<<<<
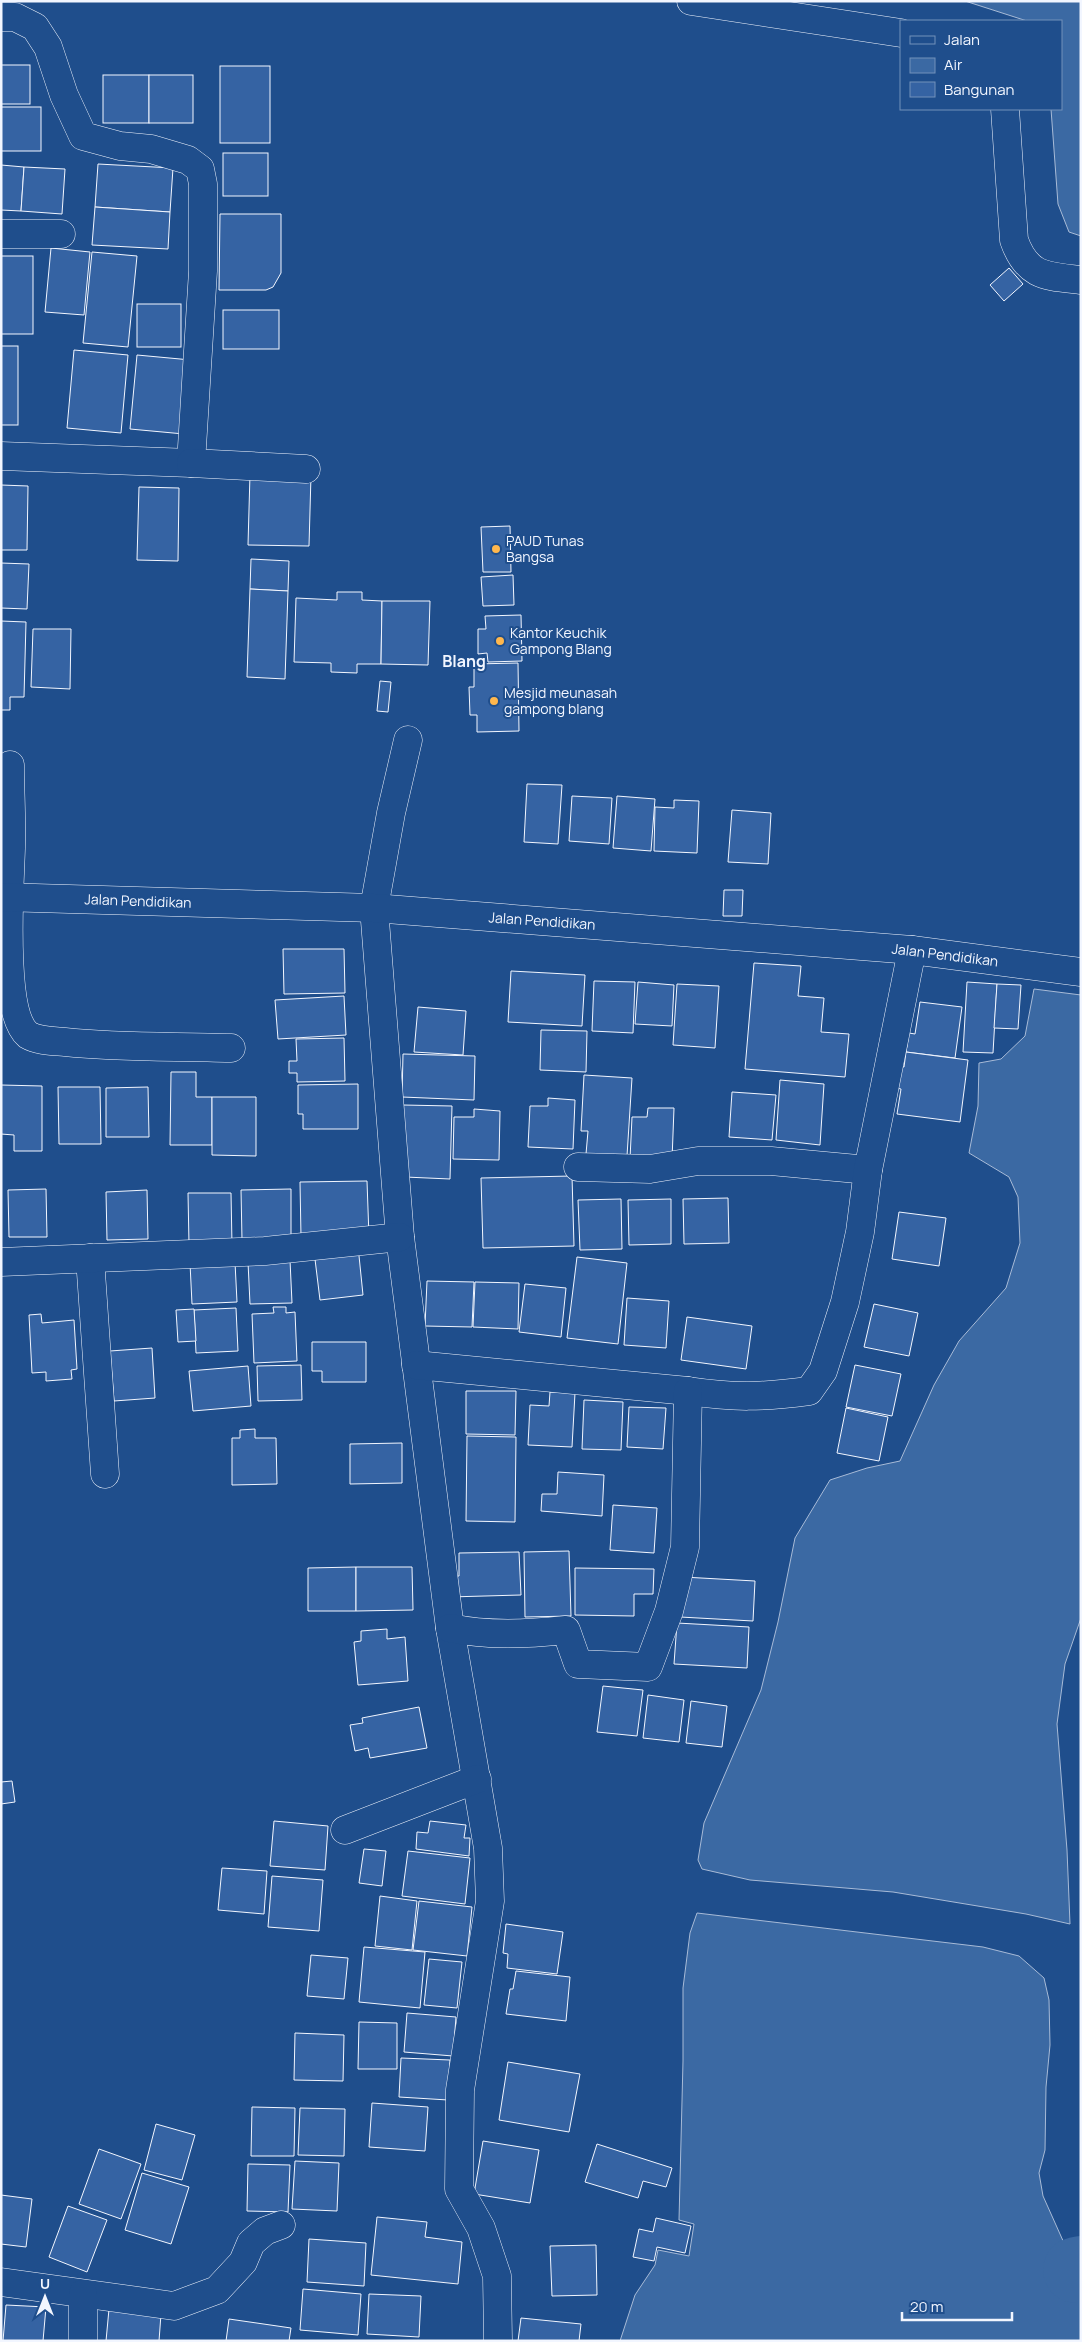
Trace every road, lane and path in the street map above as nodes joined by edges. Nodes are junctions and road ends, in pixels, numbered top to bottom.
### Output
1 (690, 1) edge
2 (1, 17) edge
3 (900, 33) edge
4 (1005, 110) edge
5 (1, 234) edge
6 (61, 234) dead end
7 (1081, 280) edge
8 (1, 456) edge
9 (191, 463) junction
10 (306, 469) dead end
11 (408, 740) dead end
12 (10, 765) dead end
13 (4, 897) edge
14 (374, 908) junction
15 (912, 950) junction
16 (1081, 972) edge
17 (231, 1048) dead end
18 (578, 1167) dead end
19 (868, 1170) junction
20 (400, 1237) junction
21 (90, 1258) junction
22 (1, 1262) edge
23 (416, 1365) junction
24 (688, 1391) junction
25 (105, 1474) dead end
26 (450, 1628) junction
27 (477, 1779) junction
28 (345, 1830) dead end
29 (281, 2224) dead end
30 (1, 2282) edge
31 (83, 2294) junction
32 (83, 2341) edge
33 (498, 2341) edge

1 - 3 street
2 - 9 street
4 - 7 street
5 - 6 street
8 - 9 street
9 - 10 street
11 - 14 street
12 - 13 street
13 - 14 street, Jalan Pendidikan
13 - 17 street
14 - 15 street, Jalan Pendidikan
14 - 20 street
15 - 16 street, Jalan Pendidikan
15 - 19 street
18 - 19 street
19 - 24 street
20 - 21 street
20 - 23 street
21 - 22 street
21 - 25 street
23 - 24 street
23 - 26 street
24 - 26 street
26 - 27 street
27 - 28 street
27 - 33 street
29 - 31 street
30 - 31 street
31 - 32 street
>>>>
<<<<
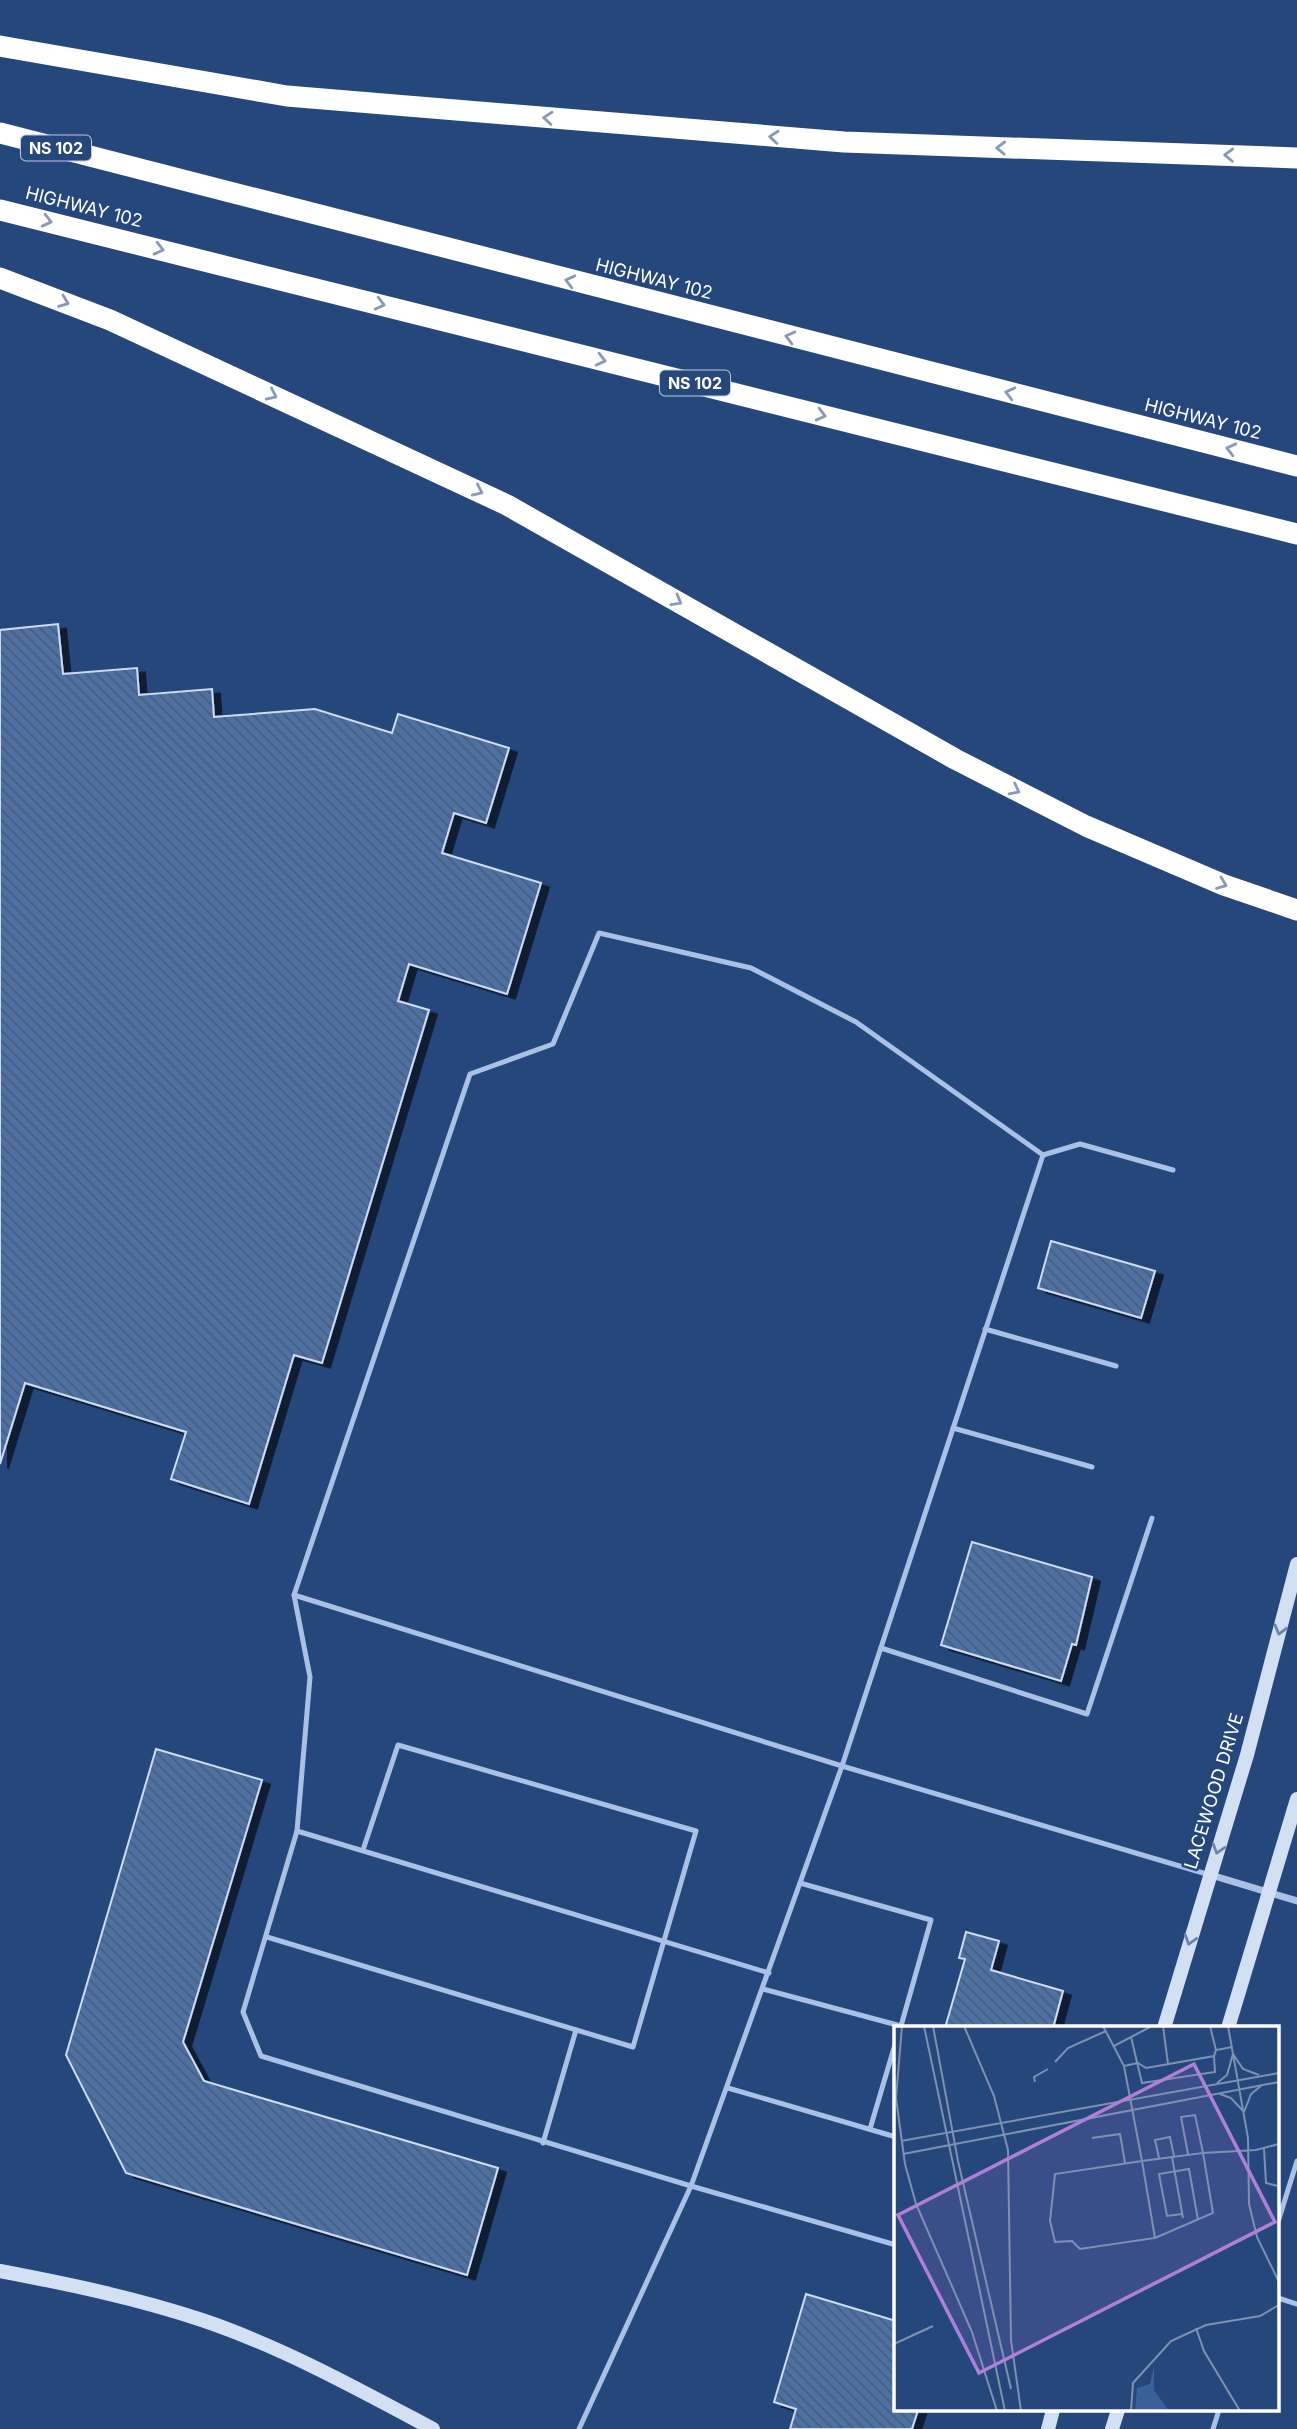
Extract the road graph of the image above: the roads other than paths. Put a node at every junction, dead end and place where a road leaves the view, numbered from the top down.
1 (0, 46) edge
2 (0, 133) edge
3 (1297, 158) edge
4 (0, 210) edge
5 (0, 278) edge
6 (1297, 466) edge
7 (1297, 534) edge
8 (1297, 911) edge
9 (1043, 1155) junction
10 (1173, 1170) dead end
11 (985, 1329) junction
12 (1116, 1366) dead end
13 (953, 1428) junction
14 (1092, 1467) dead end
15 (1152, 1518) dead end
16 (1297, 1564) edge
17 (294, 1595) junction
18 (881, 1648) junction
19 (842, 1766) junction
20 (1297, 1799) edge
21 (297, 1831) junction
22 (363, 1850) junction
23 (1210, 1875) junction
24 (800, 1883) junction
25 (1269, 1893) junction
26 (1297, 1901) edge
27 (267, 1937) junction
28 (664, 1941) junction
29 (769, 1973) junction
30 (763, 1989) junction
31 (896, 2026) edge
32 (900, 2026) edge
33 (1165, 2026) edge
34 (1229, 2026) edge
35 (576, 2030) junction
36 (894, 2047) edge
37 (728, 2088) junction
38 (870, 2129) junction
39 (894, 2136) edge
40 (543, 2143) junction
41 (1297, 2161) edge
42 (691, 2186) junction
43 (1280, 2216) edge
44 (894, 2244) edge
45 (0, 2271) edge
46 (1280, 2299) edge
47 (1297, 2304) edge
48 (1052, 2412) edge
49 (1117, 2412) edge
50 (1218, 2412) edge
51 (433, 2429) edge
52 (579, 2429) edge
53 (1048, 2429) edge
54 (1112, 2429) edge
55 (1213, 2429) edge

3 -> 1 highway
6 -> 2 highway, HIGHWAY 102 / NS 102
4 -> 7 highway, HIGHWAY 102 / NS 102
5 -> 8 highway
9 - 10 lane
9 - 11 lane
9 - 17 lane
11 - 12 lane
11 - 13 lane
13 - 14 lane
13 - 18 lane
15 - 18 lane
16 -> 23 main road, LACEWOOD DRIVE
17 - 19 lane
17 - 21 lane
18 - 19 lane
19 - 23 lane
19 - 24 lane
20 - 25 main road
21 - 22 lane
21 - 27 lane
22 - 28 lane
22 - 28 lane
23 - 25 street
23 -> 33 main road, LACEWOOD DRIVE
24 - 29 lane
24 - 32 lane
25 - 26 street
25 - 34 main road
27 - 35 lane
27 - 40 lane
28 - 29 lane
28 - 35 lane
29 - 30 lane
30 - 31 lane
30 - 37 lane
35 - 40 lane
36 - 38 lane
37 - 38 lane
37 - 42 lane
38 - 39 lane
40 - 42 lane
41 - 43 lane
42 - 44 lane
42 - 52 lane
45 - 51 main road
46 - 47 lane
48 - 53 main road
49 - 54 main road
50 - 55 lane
>>>>
• [REQUIREMENT]
Within the listing above, each line containing "highway" is counted once; report the total and nothing else.

• [OUTPUT FOR THIS EXERCISE]
4